_PROBLEM REQUIREMENTS_. Your answer should hold each line of the material that contains the word "roads".

---+---

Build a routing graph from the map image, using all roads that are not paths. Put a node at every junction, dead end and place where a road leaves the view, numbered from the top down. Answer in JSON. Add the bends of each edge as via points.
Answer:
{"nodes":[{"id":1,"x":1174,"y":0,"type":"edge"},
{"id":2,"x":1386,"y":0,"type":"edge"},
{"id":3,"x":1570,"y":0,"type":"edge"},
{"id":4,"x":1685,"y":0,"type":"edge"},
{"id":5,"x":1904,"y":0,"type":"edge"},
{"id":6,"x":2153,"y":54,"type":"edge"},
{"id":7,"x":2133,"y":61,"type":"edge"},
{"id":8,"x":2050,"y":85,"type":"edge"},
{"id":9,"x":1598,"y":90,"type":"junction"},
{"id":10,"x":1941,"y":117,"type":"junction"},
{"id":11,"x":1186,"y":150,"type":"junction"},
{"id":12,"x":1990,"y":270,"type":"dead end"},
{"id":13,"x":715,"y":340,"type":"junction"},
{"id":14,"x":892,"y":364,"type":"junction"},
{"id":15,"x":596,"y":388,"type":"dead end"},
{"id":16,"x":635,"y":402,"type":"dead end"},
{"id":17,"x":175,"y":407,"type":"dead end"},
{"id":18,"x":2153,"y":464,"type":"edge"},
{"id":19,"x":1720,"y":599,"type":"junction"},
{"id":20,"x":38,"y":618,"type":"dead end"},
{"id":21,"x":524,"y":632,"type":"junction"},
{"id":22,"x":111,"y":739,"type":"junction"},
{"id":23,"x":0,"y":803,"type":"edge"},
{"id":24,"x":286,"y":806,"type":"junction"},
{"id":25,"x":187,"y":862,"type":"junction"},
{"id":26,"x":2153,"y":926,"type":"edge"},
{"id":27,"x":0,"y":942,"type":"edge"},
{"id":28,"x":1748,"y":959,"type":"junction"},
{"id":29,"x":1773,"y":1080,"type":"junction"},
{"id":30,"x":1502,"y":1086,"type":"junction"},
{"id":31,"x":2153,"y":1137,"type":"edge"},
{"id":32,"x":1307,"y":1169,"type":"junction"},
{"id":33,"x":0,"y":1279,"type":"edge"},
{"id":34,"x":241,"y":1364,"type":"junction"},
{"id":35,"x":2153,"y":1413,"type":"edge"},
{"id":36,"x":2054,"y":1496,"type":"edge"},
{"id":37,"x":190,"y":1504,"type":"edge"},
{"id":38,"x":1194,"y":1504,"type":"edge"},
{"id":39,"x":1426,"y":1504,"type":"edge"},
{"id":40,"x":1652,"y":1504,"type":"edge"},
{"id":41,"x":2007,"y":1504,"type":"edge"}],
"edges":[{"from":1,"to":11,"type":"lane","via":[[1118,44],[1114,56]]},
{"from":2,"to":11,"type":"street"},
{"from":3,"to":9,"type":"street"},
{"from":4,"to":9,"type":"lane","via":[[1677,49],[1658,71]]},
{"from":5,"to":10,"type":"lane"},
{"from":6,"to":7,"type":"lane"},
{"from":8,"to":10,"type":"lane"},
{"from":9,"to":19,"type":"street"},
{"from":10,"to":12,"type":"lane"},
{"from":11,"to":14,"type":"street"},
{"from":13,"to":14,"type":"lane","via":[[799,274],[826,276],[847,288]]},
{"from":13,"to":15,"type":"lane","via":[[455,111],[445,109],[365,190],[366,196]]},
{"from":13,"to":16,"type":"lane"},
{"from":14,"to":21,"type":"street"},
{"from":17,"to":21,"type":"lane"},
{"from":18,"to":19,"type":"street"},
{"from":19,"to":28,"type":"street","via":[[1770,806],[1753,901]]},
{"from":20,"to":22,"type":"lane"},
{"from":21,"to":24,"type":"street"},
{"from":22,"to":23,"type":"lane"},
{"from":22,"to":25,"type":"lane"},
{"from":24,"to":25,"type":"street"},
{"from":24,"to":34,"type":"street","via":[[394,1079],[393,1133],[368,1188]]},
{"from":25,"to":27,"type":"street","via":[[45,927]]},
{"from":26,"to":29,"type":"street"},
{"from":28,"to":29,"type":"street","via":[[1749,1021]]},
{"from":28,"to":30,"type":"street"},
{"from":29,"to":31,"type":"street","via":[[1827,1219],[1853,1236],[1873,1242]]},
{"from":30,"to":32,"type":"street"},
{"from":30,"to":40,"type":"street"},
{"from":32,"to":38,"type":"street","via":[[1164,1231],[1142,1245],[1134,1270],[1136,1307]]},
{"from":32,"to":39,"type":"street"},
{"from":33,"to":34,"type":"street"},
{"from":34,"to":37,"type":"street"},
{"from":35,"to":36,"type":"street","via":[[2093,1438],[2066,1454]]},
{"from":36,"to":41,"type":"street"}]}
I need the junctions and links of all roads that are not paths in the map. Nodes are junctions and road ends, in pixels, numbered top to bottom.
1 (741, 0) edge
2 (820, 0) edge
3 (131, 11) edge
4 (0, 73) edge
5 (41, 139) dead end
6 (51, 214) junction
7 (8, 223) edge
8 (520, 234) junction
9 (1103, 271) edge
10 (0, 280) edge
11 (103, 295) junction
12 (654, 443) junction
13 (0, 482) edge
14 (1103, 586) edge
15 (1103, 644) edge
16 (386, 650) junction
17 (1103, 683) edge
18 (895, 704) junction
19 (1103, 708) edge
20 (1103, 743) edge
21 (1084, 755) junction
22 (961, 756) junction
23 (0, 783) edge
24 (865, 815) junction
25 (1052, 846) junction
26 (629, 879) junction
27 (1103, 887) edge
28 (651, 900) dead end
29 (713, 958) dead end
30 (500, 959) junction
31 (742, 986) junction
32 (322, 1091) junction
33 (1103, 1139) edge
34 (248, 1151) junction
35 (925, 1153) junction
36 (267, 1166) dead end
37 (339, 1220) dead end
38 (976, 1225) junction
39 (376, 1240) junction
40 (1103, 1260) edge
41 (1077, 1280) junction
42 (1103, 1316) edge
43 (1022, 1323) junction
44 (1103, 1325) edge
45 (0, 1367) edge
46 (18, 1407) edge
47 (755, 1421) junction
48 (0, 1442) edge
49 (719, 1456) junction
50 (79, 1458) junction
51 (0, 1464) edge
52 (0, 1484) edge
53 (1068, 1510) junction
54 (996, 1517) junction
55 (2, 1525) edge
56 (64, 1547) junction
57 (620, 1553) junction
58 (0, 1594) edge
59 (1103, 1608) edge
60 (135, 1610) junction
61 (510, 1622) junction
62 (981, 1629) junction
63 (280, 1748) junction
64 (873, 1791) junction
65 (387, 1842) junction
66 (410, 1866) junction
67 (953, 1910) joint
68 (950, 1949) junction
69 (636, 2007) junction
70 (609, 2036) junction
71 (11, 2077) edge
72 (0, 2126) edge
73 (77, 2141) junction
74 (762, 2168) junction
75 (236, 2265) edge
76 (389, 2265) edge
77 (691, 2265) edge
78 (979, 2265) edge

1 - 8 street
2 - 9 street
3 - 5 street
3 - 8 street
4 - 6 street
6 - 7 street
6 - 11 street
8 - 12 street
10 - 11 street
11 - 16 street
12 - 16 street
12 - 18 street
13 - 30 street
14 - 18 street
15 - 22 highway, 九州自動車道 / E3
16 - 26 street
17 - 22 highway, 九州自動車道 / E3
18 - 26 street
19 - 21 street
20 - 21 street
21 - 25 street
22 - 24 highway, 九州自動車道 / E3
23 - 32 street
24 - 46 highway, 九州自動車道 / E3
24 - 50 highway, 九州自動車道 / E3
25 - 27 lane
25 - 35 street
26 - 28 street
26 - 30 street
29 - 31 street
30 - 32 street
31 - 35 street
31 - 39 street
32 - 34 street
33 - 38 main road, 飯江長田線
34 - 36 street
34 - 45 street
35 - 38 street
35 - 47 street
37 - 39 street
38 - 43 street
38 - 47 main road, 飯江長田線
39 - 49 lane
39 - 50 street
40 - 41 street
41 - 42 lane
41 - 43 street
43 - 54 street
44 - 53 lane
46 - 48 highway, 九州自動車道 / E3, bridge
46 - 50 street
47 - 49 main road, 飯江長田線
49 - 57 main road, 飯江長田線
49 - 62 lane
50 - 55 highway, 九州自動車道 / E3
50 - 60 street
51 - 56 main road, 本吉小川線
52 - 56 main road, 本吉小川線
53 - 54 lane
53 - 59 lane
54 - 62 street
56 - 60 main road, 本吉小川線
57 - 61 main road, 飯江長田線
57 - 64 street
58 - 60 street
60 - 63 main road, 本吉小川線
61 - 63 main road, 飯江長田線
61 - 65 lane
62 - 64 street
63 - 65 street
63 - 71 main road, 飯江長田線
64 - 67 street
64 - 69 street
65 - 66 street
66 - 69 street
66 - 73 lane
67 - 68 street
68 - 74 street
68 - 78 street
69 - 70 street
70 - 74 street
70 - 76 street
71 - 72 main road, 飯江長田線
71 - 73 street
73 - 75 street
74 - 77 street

---+---

_TASK SOLUTION_.
Build a routing graph from the map image, using all roads that are not paths. Put a node at every junction, dead end and place where a road leaves the view, numbered from the top down. Answer in JSON. Add the bends of each edge as via points.
I need the junctions and links of all roads that are not paths in the map. Nodes are junctions and road ends, in pixels, numbered top to bottom.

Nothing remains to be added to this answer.